----- Exercise materials

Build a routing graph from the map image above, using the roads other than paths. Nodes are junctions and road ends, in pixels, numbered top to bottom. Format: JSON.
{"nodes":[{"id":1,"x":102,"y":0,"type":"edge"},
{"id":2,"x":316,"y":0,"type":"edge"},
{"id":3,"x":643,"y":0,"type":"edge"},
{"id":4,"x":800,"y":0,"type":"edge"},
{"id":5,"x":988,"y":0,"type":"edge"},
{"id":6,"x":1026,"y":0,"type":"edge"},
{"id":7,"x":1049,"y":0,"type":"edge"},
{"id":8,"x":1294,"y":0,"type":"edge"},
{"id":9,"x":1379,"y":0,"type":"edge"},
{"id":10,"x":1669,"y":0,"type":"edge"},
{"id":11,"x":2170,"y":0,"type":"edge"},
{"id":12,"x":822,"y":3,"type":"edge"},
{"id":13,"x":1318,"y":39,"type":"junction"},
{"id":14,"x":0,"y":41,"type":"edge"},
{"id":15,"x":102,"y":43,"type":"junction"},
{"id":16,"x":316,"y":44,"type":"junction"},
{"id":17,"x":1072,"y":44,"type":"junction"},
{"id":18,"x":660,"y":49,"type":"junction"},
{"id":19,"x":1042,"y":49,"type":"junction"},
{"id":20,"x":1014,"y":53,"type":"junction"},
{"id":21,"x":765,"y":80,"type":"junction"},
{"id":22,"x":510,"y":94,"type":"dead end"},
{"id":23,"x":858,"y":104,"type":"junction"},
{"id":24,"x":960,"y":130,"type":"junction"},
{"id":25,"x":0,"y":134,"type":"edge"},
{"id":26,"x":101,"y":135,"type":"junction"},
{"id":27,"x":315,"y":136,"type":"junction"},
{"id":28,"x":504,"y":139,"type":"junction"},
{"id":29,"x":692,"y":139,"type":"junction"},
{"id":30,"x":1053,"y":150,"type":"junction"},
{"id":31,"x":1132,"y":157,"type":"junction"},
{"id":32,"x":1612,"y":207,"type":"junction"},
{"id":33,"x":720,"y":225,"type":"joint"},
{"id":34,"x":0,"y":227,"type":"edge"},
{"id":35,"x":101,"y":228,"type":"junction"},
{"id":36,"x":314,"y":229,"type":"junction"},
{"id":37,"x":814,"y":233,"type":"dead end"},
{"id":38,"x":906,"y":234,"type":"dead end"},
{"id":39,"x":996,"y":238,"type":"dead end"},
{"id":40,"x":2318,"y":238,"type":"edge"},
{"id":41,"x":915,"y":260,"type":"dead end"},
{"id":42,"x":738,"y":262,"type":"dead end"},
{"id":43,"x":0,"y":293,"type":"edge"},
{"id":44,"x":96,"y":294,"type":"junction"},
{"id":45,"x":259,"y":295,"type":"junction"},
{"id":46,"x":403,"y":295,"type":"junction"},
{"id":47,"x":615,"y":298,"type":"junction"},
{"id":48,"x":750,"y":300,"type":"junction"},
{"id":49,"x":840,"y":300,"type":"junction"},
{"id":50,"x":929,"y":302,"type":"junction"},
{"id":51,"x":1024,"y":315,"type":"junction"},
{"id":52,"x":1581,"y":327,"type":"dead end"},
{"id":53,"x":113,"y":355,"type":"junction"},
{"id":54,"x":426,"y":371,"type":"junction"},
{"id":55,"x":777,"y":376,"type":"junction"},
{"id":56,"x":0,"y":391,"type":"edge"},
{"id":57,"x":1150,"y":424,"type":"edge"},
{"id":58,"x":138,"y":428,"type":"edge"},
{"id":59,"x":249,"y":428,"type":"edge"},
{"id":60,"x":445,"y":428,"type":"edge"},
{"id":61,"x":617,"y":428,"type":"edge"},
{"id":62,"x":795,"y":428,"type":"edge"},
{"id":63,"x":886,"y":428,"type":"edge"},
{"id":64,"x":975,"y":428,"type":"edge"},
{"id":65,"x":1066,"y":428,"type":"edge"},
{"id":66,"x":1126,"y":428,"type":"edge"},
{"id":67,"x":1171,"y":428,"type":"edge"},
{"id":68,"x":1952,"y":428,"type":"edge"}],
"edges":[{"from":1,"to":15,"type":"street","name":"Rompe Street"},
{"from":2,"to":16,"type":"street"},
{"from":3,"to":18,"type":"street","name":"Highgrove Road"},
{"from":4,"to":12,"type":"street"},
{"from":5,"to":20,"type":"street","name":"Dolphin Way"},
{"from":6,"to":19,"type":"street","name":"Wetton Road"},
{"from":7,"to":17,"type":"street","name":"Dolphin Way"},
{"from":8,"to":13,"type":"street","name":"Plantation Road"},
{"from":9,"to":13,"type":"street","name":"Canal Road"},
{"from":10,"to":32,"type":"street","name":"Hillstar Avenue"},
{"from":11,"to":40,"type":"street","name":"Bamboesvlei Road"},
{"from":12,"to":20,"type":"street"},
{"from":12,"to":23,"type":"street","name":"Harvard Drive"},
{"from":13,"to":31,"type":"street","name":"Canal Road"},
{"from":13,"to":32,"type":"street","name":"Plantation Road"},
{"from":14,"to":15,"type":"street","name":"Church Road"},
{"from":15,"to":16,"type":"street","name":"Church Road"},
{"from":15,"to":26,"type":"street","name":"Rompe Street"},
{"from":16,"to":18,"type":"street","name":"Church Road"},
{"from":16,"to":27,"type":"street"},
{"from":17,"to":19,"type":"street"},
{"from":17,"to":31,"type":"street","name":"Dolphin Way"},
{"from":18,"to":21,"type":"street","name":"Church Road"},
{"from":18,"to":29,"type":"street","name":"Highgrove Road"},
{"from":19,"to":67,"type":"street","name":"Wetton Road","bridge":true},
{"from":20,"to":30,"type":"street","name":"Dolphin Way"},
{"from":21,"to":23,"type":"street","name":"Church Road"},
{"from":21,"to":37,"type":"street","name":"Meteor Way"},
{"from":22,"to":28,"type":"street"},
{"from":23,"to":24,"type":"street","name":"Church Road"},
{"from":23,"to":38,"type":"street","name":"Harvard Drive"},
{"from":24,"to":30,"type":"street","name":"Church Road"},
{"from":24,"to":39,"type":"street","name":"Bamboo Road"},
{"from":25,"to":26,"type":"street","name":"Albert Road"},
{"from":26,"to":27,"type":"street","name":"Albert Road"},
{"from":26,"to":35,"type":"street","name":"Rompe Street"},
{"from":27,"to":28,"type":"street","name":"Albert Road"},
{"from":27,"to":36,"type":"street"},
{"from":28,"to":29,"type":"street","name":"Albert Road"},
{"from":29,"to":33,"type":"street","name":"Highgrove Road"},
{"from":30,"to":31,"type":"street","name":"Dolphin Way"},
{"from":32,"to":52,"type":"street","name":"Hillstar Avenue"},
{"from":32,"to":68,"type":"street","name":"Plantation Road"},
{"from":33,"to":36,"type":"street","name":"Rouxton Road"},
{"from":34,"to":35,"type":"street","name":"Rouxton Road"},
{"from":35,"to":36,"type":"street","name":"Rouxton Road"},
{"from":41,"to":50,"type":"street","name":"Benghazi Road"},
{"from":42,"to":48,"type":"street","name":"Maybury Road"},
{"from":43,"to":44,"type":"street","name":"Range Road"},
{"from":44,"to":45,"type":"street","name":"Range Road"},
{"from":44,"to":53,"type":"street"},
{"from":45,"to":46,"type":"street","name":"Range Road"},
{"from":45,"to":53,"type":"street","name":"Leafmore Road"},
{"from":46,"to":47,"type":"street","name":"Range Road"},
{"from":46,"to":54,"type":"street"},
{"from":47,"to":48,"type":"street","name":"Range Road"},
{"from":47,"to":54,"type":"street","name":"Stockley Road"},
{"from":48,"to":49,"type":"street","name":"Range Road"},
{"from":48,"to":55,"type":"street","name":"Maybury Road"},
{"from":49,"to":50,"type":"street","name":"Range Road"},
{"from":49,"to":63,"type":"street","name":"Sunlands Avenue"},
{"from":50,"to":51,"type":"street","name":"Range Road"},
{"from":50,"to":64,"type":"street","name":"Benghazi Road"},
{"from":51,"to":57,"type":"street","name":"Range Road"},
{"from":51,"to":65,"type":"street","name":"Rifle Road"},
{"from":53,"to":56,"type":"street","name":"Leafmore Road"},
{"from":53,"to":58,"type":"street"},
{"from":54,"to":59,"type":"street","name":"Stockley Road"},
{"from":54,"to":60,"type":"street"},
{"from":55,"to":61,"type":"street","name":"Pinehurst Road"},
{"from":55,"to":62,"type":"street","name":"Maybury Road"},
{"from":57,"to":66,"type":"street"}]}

----------

> Exercise requirements: Search the records above for the string "Range" and copy each line that holds it.

> Task output:
{"from":43,"to":44,"type":"street","name":"Range Road"},
{"from":44,"to":45,"type":"street","name":"Range Road"},
{"from":45,"to":46,"type":"street","name":"Range Road"},
{"from":46,"to":47,"type":"street","name":"Range Road"},
{"from":47,"to":48,"type":"street","name":"Range Road"},
{"from":48,"to":49,"type":"street","name":"Range Road"},
{"from":49,"to":50,"type":"street","name":"Range Road"},
{"from":50,"to":51,"type":"street","name":"Range Road"},
{"from":51,"to":57,"type":"street","name":"Range Road"},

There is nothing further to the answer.